2003年5月4日

「唯一の源」 ヨハネによる福音書15:4〜5

 “わたしにつながっていなさい。わたしもあなたがたにつながっている。ぶどうの枝が、木につながっていなければ、自分では実を結ぶことができないように、あなたがたも、わたしにつながっていなければ、実を結ぶことができない。わたしはぶどうの木、あなたがたはその枝である。人がわたしにつながっており、わたしもその人につながっていれば、その人は豊かに実を結ぶ。わたしを離れては、あなたがたは何もできないからである。”
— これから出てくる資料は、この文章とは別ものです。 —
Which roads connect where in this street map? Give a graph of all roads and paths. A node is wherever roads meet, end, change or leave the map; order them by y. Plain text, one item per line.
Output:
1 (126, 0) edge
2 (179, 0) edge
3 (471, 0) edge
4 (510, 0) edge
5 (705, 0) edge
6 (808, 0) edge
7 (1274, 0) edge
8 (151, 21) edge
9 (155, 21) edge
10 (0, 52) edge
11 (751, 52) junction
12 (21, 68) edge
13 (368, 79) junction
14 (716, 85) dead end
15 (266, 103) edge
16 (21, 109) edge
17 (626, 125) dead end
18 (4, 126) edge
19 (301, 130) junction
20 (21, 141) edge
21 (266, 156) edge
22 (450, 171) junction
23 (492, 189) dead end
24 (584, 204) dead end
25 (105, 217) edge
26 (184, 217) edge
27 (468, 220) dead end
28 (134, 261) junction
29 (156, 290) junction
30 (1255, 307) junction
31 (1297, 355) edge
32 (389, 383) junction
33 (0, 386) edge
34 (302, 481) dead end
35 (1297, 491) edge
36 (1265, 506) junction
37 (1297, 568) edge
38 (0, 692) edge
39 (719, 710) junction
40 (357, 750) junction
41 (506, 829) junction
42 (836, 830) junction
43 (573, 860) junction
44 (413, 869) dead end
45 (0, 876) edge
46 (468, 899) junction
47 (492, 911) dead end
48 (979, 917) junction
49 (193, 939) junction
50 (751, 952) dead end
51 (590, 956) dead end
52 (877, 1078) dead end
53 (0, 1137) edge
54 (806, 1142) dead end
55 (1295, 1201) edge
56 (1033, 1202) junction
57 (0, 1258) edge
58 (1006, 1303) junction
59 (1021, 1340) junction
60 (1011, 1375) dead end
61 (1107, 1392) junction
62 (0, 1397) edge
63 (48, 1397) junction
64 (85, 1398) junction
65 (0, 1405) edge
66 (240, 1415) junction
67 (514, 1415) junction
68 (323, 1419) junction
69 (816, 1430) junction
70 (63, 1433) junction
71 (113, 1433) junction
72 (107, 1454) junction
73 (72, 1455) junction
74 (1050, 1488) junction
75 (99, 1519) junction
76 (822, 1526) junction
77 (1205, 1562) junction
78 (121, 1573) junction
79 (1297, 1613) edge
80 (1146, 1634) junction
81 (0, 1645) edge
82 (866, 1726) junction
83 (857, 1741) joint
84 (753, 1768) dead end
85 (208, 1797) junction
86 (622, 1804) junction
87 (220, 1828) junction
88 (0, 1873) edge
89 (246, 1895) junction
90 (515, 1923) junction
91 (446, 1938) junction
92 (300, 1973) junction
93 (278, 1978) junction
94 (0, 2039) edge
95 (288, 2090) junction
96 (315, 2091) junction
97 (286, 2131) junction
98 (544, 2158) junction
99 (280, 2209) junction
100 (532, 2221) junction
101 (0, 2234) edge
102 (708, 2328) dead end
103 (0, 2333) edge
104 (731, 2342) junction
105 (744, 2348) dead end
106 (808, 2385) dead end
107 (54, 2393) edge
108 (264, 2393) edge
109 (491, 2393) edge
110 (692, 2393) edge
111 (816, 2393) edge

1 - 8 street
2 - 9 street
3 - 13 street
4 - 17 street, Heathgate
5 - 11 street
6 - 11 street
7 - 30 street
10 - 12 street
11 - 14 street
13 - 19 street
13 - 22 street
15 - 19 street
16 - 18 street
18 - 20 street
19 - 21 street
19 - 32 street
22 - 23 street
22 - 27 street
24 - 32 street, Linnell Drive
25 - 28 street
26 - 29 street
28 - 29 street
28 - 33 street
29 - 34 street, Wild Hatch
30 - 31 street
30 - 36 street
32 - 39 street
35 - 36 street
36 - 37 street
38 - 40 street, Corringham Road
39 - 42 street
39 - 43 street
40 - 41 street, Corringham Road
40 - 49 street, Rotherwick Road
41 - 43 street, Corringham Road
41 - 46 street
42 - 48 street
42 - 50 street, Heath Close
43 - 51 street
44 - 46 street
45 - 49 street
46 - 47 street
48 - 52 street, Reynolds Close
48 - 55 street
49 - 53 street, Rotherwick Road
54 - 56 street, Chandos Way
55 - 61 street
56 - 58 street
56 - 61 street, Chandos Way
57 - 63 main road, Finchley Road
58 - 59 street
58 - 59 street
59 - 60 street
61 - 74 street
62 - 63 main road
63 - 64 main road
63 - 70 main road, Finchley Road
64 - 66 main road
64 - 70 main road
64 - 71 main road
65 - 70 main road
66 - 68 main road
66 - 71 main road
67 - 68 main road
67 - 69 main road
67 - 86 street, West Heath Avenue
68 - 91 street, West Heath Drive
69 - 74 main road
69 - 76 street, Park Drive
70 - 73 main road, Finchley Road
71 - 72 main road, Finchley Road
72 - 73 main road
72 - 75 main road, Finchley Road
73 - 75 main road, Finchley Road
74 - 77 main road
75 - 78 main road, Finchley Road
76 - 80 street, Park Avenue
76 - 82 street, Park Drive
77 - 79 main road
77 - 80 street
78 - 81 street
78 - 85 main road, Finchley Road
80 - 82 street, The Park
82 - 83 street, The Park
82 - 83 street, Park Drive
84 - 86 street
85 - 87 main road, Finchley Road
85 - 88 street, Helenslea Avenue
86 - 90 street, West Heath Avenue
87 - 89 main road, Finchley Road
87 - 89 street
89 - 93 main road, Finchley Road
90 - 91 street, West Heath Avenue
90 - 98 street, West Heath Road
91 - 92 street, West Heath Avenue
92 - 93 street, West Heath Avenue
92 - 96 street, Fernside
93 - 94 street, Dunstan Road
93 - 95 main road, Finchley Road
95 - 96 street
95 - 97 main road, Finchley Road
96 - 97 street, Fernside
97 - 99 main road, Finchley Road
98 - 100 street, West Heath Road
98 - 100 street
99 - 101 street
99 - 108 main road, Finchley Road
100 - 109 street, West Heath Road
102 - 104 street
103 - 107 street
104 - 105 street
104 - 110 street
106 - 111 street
 「神は、私たちを必要としておられない。」神を信じる者としてショッキングな言葉です。それは、言い方を変えれば、「神は、私たちに何も期待しておられない。」とも言えます。しかし、その意味するところは、神は全能で、何も不足はない方ということ、私たちに助けられる必要のない方ということです。神は私たちの神に対する行為を求めておられるのではなく、信頼関係を求めておられるのです。

 戒めや律法は私たちに神の期待に応えることを求めますが、神ご自身はそのような期待をしておられるのではないのです。ですから、本当の神を知った人は神の期待に応える必要はないのです。ギリシャのアテネで伝道していたパウロは町に偶像が多く立てられていることに気付き、人々に向かって言いました。「道を歩きながら、あなたがたが拝むいろいろなものを見ていると、『知られざる神に』と刻まれている祭壇さえ見つけたからです。それで、あなたがたが知らずに拝んでいるもの、それをわたしはお知らせしましょう。世界とその中の万物とを造られた神が、その方です。この神は天地の主ですから、手で造った神殿などにはお住みになりません。また、何か足りないことでもあるかのように、人の手によって仕えてもらう必要もありません。すべての人に命と息と、その他すべてのものを与えてくださるのは、この神だからです。」(使徒17)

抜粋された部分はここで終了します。